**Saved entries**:
Start of Block

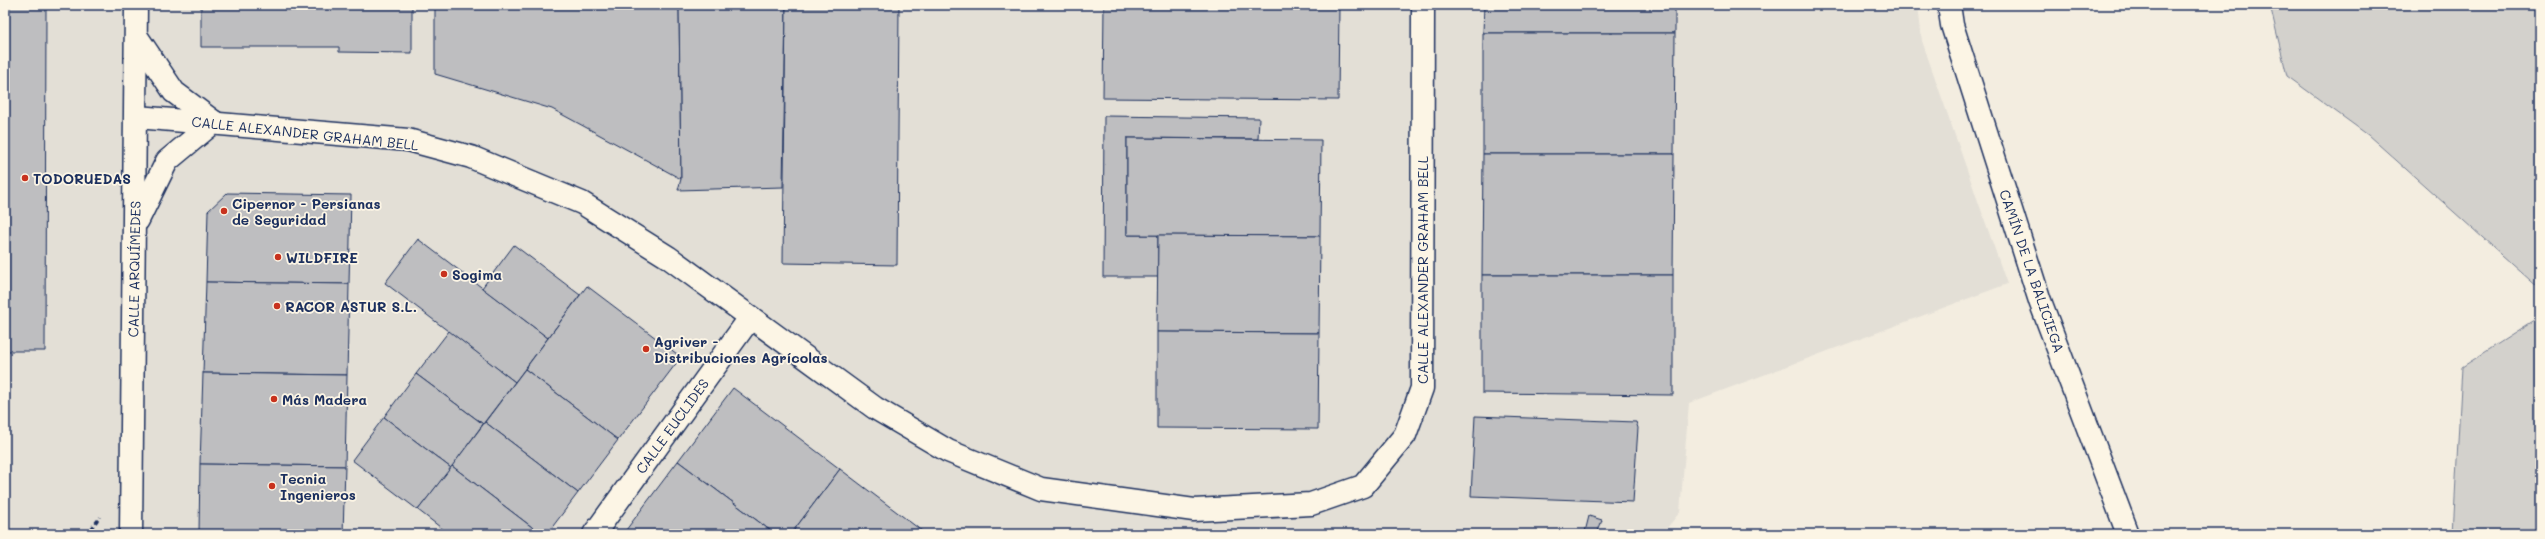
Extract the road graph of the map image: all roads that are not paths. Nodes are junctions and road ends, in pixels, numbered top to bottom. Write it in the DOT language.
graph roads {
  1 [pos="136,5"];
  2 [pos="1423,5"];
  3 [pos="1949,5"];
  4 [pos="137,37"];
  5 [pos="137,117"];
  6 [pos="214,122"];
  7 [pos="135,226"];
  8 [pos="750,318"];
  9 [pos="131,534"];
  10 [pos="594,534"];
  11 [pos="2128,534"];
  1 -- 4 [label="street, CALLE ARQUÍMEDES"];
  2 -- 8 [label="street, CALLE ALEXANDER GRAHAM BELL"];
  3 -- 11 [label="street, CAMÍN DE LA BALICIEGA"];
  4 -- 5 [label="street, CALLE ARQUÍMEDES"];
  4 -- 6 [label="street"];
  5 -- 6 [label="street, CALLE ALEXANDER GRAHAM BELL"];
  5 -- 7 [label="street, CALLE ARQUÍMEDES"];
  6 -- 7 [label="street"];
  6 -- 8 [label="street, CALLE ALEXANDER GRAHAM BELL"];
  7 -- 9 [label="street, CALLE ARQUÍMEDES"];
  8 -- 10 [label="street, CALLE EUCLIDES"];
}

End of Block

Would you please write out the entries in full, exactly as they read, but without pictures?

**Output of the exercise**:
Extract the road graph of the map image: all roads that are not paths. Nodes are junctions and road ends, in pixels, numbered top to bottom. Write it in the DOT language.
graph roads {
  1 [pos="136,5"];
  2 [pos="1423,5"];
  3 [pos="1949,5"];
  4 [pos="137,37"];
  5 [pos="137,117"];
  6 [pos="214,122"];
  7 [pos="135,226"];
  8 [pos="750,318"];
  9 [pos="131,534"];
  10 [pos="594,534"];
  11 [pos="2128,534"];
  1 -- 4 [label="street, CALLE ARQUÍMEDES"];
  2 -- 8 [label="street, CALLE ALEXANDER GRAHAM BELL"];
  3 -- 11 [label="street, CAMÍN DE LA BALICIEGA"];
  4 -- 5 [label="street, CALLE ARQUÍMEDES"];
  4 -- 6 [label="street"];
  5 -- 6 [label="street, CALLE ALEXANDER GRAHAM BELL"];
  5 -- 7 [label="street, CALLE ARQUÍMEDES"];
  6 -- 7 [label="street"];
  6 -- 8 [label="street, CALLE ALEXANDER GRAHAM BELL"];
  7 -- 9 [label="street, CALLE ARQUÍMEDES"];
  8 -- 10 [label="street, CALLE EUCLIDES"];
}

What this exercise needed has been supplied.